The ARRA provided $19.2 billion for improving health care technology, a significant portion of which went to EMR systems – by far the largest federal commitment to date. All 50 states received money, including Maine, which received $6.6 million.
Culver said that the billions of dollars provided to states under the ARRA were a mixed blessing. The fundamental problem, he believes, was that the software programs that quickly went into use were being sold by experts in technology who knew little about health care, to health care experts who knew little about technology. Yet the grants did lay down a foundation for eventual improvement, he added.
And there have been success stories. Culver helped St. Joseph’s Hospital in Bangor reduce its readmission rate by 13 percent through better tracking of which patients would need additional support after being discharged.
In the 10 years Maine HealthInfoNet has been up and running, it has focused on “making data more meaningful,” Culver said – a key point since, as it turns out, doctors don’t even have a standard terminology for identifying something as simple as the sound of a patient’s cough. At this point, he said, along with Maine, only Delaware and Nebraska, and to an extent Rhode Island, have created statewide systems that meet this “value added” standard set by the federal government.
EFFICIENCY AND WORKFLOW
Dan Mingle understands the complexities of EMR. A family physician who practiced for 14 years in Norway, he grew frustrated by what he saw as the disconnected nature of his profession. Since middle school, “I had always had an aptitude for electronics,” he said, even buying one of the first Tandy computers. But his interest had been dormant until he moved to the Maine-Dartmouth Family Medicine Residency, a teaching institution that’s part of MaineGeneral in Augusta.
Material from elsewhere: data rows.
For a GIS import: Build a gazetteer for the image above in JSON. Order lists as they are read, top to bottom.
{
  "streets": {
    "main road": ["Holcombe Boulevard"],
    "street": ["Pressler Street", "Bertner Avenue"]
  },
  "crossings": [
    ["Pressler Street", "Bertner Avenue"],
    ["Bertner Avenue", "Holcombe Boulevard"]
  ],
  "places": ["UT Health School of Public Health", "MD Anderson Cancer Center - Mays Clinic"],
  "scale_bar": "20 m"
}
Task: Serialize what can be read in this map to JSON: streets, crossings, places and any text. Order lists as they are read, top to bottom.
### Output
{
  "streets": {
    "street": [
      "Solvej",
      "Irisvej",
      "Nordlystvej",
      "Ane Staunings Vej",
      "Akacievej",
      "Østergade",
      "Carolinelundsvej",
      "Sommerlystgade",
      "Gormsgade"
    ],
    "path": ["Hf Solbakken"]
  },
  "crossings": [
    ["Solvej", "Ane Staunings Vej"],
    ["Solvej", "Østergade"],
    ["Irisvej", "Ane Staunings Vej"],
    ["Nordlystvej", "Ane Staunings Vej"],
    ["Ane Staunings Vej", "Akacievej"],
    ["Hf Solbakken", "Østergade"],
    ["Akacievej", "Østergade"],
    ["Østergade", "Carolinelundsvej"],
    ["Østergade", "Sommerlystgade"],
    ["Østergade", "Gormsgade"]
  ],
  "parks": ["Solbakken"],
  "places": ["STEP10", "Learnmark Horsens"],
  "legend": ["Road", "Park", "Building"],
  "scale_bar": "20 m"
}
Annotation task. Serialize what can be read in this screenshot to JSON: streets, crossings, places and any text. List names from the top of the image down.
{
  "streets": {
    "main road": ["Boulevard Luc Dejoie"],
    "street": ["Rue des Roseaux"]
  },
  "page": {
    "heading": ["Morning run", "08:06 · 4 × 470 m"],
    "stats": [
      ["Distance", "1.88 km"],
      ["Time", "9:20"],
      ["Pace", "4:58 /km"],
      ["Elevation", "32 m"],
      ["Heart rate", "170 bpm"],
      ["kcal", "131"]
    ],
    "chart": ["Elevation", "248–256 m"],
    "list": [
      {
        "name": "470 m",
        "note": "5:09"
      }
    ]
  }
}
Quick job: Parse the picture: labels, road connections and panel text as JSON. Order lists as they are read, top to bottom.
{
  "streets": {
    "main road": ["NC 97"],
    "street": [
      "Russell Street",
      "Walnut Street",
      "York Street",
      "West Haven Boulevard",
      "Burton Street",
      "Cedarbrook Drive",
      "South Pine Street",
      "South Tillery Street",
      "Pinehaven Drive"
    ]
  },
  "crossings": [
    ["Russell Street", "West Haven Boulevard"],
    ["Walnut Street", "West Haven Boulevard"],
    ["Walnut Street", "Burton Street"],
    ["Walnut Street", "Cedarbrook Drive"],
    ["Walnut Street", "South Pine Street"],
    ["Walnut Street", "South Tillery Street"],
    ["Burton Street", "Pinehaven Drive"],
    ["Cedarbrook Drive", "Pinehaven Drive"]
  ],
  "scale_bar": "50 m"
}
Maine-Dartmouth needed better electronic tools for residents, and Mingle was soon working full time on the project, eventually become chief information officer for the entire hospital.
He was able to set up medical reporting forms that could be used by all the providers in the regional hospital’s area, and the results were a major advance toward the aim of producing instantly available, standardized records that could be used by emergency room doctors and everyone else who might be treating the patient. Yet scaling up such advances to the state, regional and national levels has been daunting.
Mingle founded Mingle Analytics in 2011 in South Paris, which now has 58 employees and contracts with providers, from solo practitioners to systems with thousands of employees, in all 50 states. The company is trying to bridge the gaps between the original federal initiative and the day-to-day issues each provider faces in keeping track of patients, billing insurance companies, and trying to guide people toward better health, rather than just treating illness.
Mingle said he recommends three strategies to create a path toward successful EMR implementation: “Standardize, integrate – make sure everything works together,” and “simplify – look for ways to cut out steps.” Too much initial EMR work, in his view, tried to adapt electronic systems to existing patterns rather than figuring out how to create efficient work flows.
“Engrave them on your boardroom wall,” Mingle said of the three points. “If your policy doesn’t follow one of these rules, it’s probably not the right decision.” q
This story was changed from its original version to correct the length of time HealthInfoNet has existed, and to correct the readmission rate at St. Joseph’s Hospital.